Oprah asked Eckhart Tolle, author of The Power of Now, in an interview, “Are you enlightened? And if so, does that mean you’re happy all of the time?”

His response was, “Well, no . . . I’d prefer to call it peaceful aliveness.”

I knew what he meant — not that I’M enlightened — but because I could recall when I felt my best and that wasn’t necessarily in my most elated, euphoric moments.

Mainly because those kind of happy moments are fleeting and transitory—they pass by quickly and we return to our daily lives.

I felt my ABSOLUTE best when I was my steadiest, clearest, and most relaxed.

My Buddhist teacher taught me that, while meditating, there were two “knobs” (like on an inner-stereo) for us to fine tune: excitation and torpor.

Excitation is when we’re aroused and revved up; our nervous system is overstimulated. Our opportunity is to turn the knob down a touch to find even ground.

Torpor is when we’re slacking, lethargic, sluggish, or lazy. Here, we have an opportunity to dial the knob back up to focus — like splashing your face with cold water.

The point is to find a calm, abiding equanimity.

Or, in laymen’s terms, balance.

HERE’S A LITTLE BUDDHIST TEACHING (JUST FOR THE FUN OF IT):

In a meditation practice called Shamatha, there are nine stages called the jhanas.

(Forget the Pali/Sanskrit words if you want. It’s not important, but their essence is interesting.)

For our purposes here, I’m only going to address the first four stages of the jhanas in a simplified version:

Once you become really focused and absorbed on the object of your meditation (like your breath, a visualization, a mantra, a spot under your nose, or whatever it may be) . . .

You encounter the 1st stage when the palms of your hands or parts of your body start TINGLING.

In the 2nd stage, you fill your heart with love for yourself and all beings and that, combined with the electricity you feel in your body, you experience a kind of ECSTASY.

In the 3rd stage, you drop the “body feeling” and stay in your heart center, finding a lovely space of CONTENTMENT when you don’t need anything or to be anywhere except for right there.

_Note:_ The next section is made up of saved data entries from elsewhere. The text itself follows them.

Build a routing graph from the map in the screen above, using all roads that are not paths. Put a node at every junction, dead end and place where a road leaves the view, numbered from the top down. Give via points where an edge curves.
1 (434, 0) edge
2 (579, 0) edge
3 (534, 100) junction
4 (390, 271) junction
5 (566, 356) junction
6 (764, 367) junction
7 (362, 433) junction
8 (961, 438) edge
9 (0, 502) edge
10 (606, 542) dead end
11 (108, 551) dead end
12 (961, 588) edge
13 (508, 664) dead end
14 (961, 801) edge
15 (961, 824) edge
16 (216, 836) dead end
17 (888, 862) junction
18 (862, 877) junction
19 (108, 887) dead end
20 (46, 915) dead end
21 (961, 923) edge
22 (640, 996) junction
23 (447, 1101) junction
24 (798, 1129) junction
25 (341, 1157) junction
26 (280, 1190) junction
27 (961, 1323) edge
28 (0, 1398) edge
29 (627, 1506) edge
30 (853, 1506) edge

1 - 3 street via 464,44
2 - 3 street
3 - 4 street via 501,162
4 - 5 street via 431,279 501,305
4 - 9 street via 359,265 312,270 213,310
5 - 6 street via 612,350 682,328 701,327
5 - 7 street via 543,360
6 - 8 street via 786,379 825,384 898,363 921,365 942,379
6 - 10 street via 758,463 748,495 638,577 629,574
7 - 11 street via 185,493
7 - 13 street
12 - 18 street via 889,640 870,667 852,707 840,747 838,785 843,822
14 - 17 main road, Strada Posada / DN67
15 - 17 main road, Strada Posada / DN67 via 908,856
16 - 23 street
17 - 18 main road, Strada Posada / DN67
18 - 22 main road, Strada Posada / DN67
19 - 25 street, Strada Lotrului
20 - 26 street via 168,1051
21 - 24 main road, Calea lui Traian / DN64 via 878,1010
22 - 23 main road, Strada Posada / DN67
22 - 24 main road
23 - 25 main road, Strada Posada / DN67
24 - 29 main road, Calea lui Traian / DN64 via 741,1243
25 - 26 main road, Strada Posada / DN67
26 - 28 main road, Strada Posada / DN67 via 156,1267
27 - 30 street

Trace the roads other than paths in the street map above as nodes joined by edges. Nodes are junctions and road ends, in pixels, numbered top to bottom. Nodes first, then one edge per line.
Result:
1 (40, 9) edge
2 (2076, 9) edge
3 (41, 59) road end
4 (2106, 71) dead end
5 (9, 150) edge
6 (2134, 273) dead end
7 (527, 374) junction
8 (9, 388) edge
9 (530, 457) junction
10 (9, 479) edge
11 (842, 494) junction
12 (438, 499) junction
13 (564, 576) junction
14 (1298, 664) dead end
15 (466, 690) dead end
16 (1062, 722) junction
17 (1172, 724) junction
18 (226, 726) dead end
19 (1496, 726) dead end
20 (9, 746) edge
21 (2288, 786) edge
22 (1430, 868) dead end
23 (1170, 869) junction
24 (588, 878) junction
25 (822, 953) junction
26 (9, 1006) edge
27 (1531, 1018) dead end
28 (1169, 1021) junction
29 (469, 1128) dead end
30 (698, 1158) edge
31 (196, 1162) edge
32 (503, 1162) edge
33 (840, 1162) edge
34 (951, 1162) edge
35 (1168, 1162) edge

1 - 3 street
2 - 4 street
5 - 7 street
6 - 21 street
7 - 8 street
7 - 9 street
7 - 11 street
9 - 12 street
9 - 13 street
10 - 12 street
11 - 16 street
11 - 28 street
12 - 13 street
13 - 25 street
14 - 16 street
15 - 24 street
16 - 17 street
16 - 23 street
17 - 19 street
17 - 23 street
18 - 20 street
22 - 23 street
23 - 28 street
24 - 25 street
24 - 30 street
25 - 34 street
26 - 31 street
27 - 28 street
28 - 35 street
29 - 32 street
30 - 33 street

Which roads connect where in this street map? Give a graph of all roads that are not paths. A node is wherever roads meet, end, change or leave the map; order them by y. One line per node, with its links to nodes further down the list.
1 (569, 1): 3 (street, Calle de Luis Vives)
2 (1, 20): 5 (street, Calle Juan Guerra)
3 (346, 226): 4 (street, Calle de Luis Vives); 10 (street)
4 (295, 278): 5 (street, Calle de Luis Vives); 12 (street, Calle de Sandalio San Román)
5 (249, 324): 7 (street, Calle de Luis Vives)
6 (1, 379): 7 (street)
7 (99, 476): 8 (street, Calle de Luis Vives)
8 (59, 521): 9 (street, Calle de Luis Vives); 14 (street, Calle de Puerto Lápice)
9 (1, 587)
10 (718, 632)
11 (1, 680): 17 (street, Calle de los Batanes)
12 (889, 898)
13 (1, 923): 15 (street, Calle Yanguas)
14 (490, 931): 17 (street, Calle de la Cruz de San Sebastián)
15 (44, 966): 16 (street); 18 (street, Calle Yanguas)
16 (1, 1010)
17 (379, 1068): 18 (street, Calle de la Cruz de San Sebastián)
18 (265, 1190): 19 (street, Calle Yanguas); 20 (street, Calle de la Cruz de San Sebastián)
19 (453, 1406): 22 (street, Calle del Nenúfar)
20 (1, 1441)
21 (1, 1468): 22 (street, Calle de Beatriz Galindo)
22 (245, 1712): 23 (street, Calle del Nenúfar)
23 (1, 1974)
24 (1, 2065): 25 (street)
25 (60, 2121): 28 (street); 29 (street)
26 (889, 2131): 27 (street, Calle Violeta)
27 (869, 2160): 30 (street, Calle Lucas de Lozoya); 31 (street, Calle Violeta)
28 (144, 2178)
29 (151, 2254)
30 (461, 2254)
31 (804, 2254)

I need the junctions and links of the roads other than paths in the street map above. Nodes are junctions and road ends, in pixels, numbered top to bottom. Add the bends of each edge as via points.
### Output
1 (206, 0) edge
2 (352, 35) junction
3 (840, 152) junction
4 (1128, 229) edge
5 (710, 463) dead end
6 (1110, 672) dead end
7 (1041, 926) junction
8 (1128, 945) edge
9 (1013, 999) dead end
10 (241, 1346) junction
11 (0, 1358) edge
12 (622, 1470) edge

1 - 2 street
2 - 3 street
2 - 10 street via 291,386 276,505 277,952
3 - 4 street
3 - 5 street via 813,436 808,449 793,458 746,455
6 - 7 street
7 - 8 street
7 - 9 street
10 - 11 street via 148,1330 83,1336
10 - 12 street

In the 4th stage, you let go of contentment and what happens next feels like falling into a deep snow bank, or dropping down to the bottom of a well.

This stage is EQUANIMITY — it’s that place of peaceful-aliveness that Eckhart Tolle was talking about.

Guess which stage the Buddha was in when he reached enlightenment?

Yep! The 4th.

NOT in the buzz, NOT in ecstasy, NOT in pure contentment, but in a beautiful place of serenity, like “nothingness”.

Nothingness doesn’t mean you feel nothing. You feel vibrant. But your mind isn’t involved.

The heightened feelings or the stuck, heavy states have vanished and you’re level.

It sort of seems like a big bummer, yes?

If you’re like me, I thought my whole goal in life was to be happy. Only to then grow up and find out, our true happiness lies in simple peace.

Inner-balance means taking the day easy and allowing with grace. Chilling out, but feeling luminous, present, and clear.

Can you remember times when you felt this way?

A summer day taking a walk around a lake?

A cup of tea and a good book wrapped in a blanket by fire on a winter evening?

A day at work when everything just seemed to flow without drama, stress, or anxiety?

What does peaceful-aliveness mean for you? How might you cultivate it? And how might this change a need to strive for happiness?

Isn’t it refreshing? In actuality, we don’t have to DO anything or GET anything to live our best life.

Wishing you a week of peace!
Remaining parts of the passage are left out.